Lo miro. Tiene manos bonitas. Uñas limpias. Se lava las manos más que yo. Dice que todo lo que hace es por mí. Quiere que sea mejor. Que aprenda a callar cuando toca. Que deje de hacer tanto ruido. Que deje de pensar que tengo talento.

- No eres bruja, solo impresionable - dice cuando adivino por tercera vez en la semana quién llamará. O cuando suena la canción en la que estaba pensando.

Ríe. Pero no de alegría. De superioridad. Como quien ve a un niño mostrar un dibujo feo y espera aplausos.

Río también. Para que no se note que duele. Quiero contárselo a alguien. Pero ¿a quién? Mamá hace tiempo que calla, las amigas "ocupadas", dejé el trabajo "a petición suya". ¿Para qué trabajar, si él me mantiene?

A veces pienso que si siguiera en ese trabajo, no estaría tan... susceptible.

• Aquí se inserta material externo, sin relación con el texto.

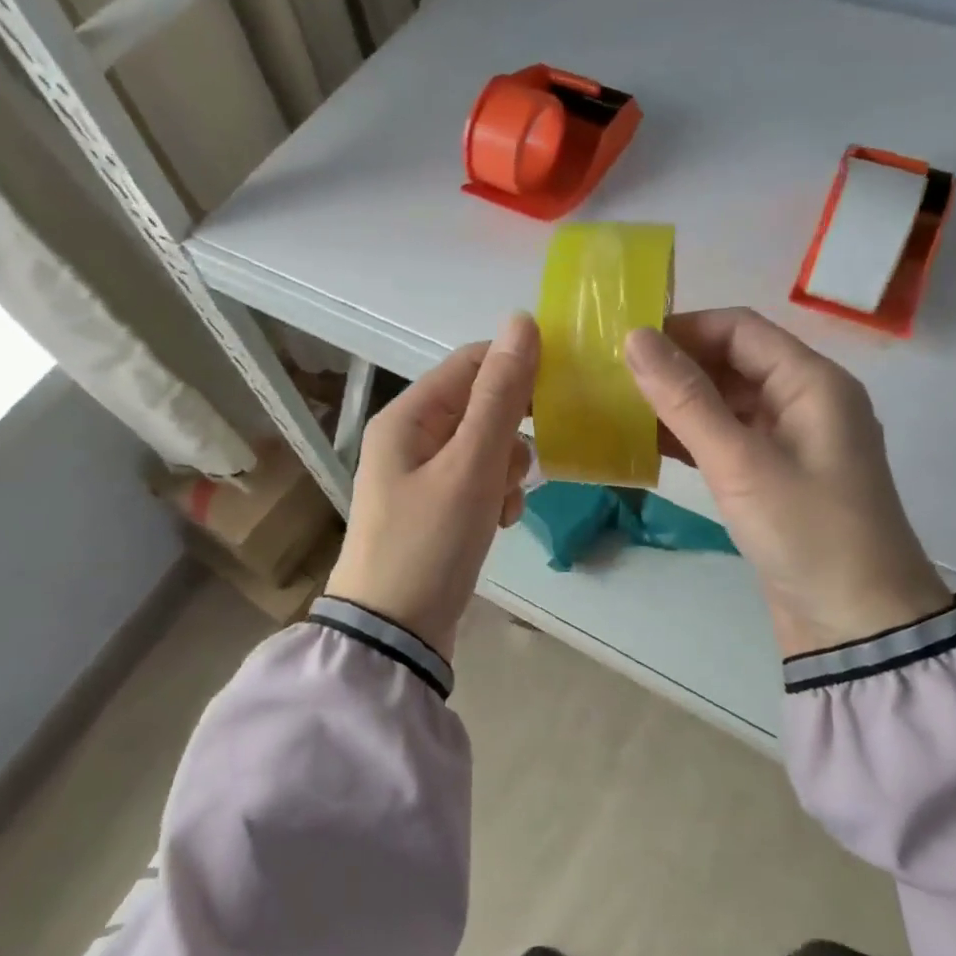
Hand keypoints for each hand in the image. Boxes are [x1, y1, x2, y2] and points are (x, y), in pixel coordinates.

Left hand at [325, 314, 538, 659]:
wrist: (394, 634)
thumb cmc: (429, 543)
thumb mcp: (470, 466)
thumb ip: (500, 396)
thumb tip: (522, 322)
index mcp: (408, 416)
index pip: (471, 362)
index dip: (517, 367)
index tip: (561, 392)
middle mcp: (411, 436)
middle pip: (481, 404)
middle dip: (512, 431)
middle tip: (524, 463)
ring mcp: (421, 473)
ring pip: (486, 444)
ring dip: (506, 467)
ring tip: (503, 503)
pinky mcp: (435, 506)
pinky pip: (478, 479)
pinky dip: (495, 493)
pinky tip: (499, 522)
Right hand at [624, 309, 950, 658]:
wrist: (858, 627)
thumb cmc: (807, 532)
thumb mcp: (740, 462)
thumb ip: (685, 398)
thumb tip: (635, 338)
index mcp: (812, 382)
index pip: (740, 328)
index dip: (683, 328)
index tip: (626, 343)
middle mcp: (804, 400)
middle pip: (732, 361)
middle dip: (675, 365)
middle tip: (612, 376)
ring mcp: (790, 440)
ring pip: (726, 401)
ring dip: (678, 402)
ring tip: (618, 406)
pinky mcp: (775, 475)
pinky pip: (727, 438)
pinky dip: (690, 436)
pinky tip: (645, 442)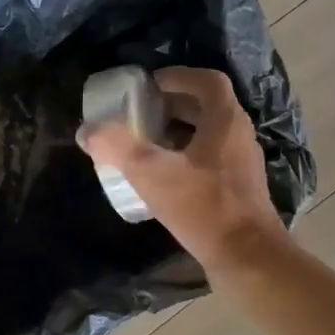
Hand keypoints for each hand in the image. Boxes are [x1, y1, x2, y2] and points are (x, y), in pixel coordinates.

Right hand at [78, 66, 288, 279]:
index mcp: (225, 122)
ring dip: (178, 132)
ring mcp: (241, 165)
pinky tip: (163, 178)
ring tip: (146, 143)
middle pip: (207, 107)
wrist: (246, 258)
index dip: (177, 76)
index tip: (148, 85)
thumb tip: (88, 130)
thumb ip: (118, 147)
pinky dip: (185, 158)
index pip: (207, 81)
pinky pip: (209, 160)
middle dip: (172, 105)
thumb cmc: (203, 207)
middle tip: (140, 113)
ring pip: (209, 135)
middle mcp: (238, 137)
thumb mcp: (152, 173)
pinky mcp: (237, 190)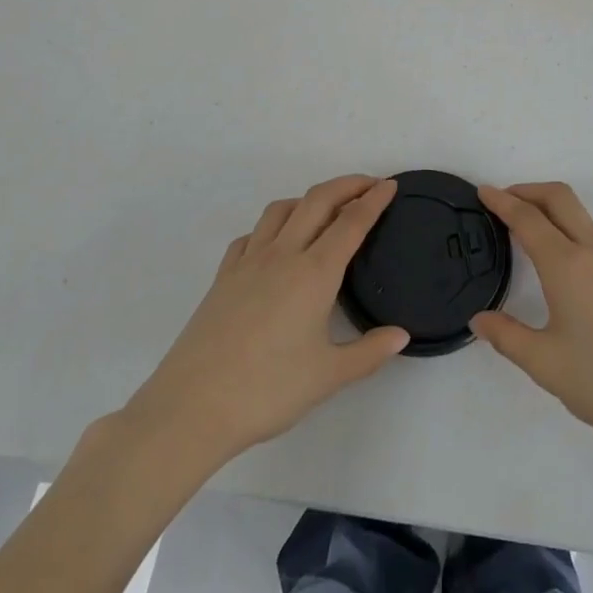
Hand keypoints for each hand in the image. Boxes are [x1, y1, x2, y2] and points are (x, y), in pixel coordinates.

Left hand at [124, 175, 408, 468]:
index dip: (374, 200)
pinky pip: (251, 235)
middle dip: (346, 185)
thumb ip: (369, 352)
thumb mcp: (328, 376)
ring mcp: (248, 262)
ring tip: (324, 210)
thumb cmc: (267, 390)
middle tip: (369, 184)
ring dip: (308, 199)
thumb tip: (401, 335)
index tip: (390, 185)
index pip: (351, 222)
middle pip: (317, 201)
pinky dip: (271, 227)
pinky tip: (276, 245)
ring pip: (281, 210)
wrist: (191, 407)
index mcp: (314, 273)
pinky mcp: (223, 277)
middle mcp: (283, 255)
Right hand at [472, 183, 592, 462]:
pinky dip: (568, 226)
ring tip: (525, 227)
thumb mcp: (546, 364)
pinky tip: (559, 257)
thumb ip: (507, 336)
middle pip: (559, 197)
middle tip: (502, 200)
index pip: (528, 218)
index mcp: (568, 266)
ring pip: (580, 213)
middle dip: (528, 190)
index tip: (482, 192)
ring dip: (550, 207)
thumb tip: (480, 319)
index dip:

O al contrario: me habría dado cuenta antes de que vivo en una jaula dorada. Por las noches, me acaricia el pelo. Dice:

- Eres de porcelana. Frágil. No estás hecha para el ruido ni el caos. Todo lo que necesitas soy yo.

Me duermo con eso. Y ya no sé si le tengo miedo, o lo amo. O ambas cosas. O solo confundo apego con obediencia.

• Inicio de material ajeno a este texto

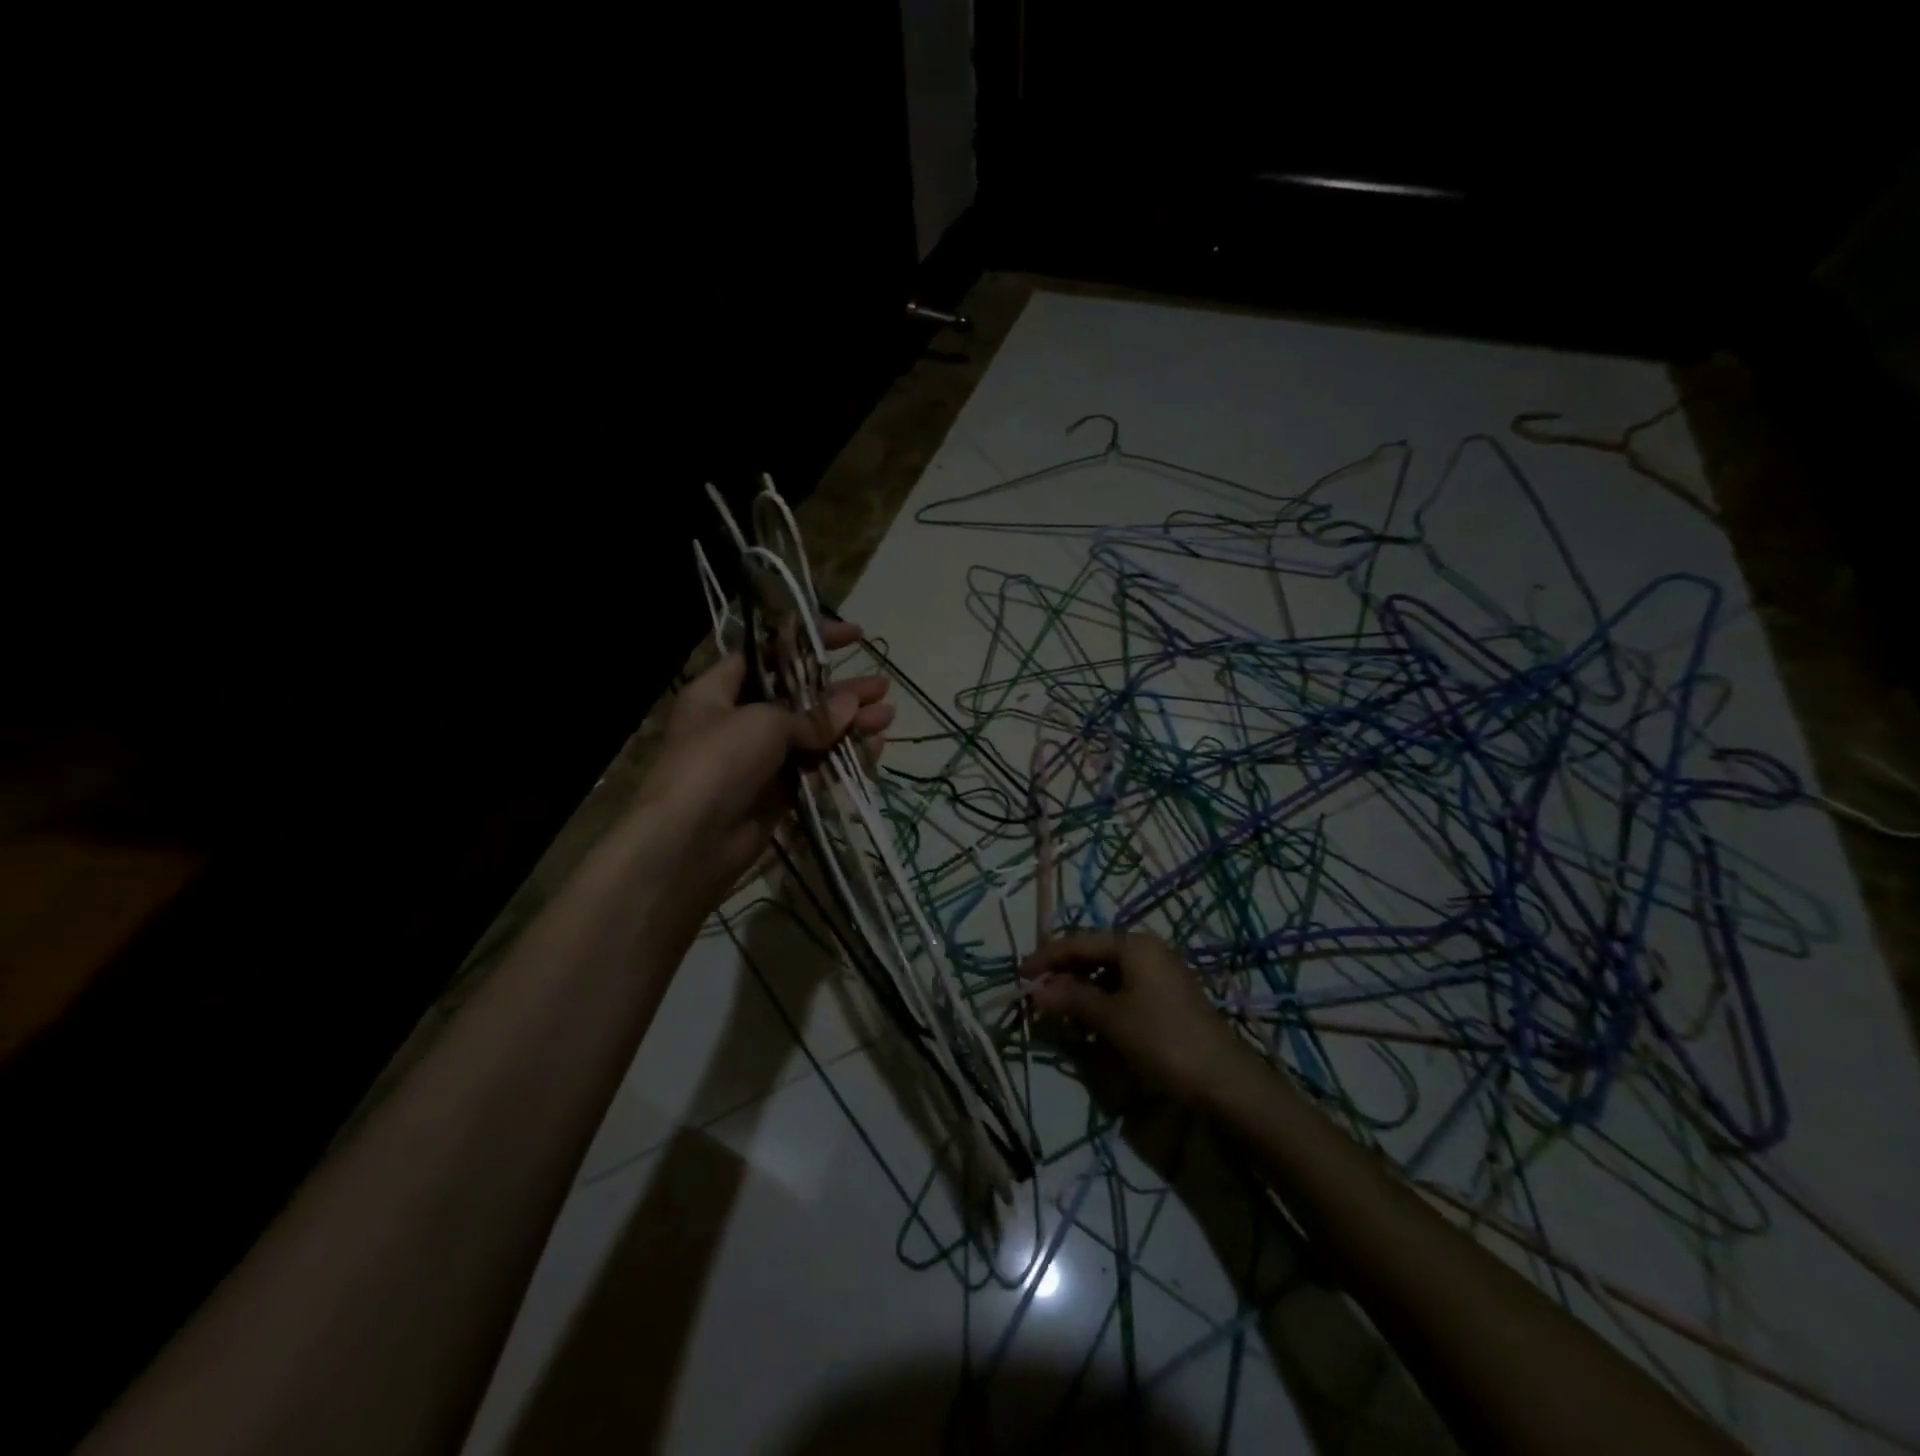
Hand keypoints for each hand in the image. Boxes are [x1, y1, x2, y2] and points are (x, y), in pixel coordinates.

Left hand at [638, 620, 892, 905]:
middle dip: (841, 691)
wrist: (690, 842)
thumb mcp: (764, 723)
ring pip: (813, 735)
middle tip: (881, 686)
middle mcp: (739, 721)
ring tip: (888, 715)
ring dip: (850, 725)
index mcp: (720, 691)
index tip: (850, 636)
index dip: (807, 642)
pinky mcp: (778, 794)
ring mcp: (760, 760)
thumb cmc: (718, 761)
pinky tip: (875, 748)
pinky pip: (816, 768)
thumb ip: (811, 715)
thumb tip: (851, 707)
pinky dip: (844, 757)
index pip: (768, 654)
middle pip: (798, 697)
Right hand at [1020, 931, 1258, 1106]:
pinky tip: (1089, 1019)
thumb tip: (1035, 992)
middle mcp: (1147, 950)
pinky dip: (1102, 999)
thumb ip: (1071, 999)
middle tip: (1035, 993)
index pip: (1078, 942)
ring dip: (1081, 988)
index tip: (1018, 975)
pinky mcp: (1167, 996)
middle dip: (1063, 973)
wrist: (1224, 1080)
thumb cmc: (1162, 1040)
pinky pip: (1124, 987)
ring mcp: (1160, 972)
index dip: (1046, 958)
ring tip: (1057, 1008)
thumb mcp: (1111, 1019)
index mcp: (1133, 945)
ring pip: (1108, 972)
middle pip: (1093, 954)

Si eres buena, todo estará bien

Hoy se fue a trabajar. Encendí la tele y justo estaban dando la película que vimos en nuestra primera semana juntos. Esa donde aparecía la misma frase que él me dijo:

- «Si eres buena, todo estará bien».

Me estremecí. Cambié de canal. Pero la siguiente canción en la radio era aquella que sonaba en el café cuando me dijo por primera vez que me amaba.

Miro por la ventana. Veo mi reflejo. Pálido. Tranquilo. Pero por dentro, alguien susurra. Muy bajito. Casi imperceptible:

"No estás loca. Estás empezando a despertar."

Apago la televisión rápido. Limpio la casa. Preparo la cena. Me pongo el vestido que a él le gusta.

Si soy buena, todo estará bien. ¿Verdad? Él me ama. Me compró flores. Y yo misma elegí quedarme.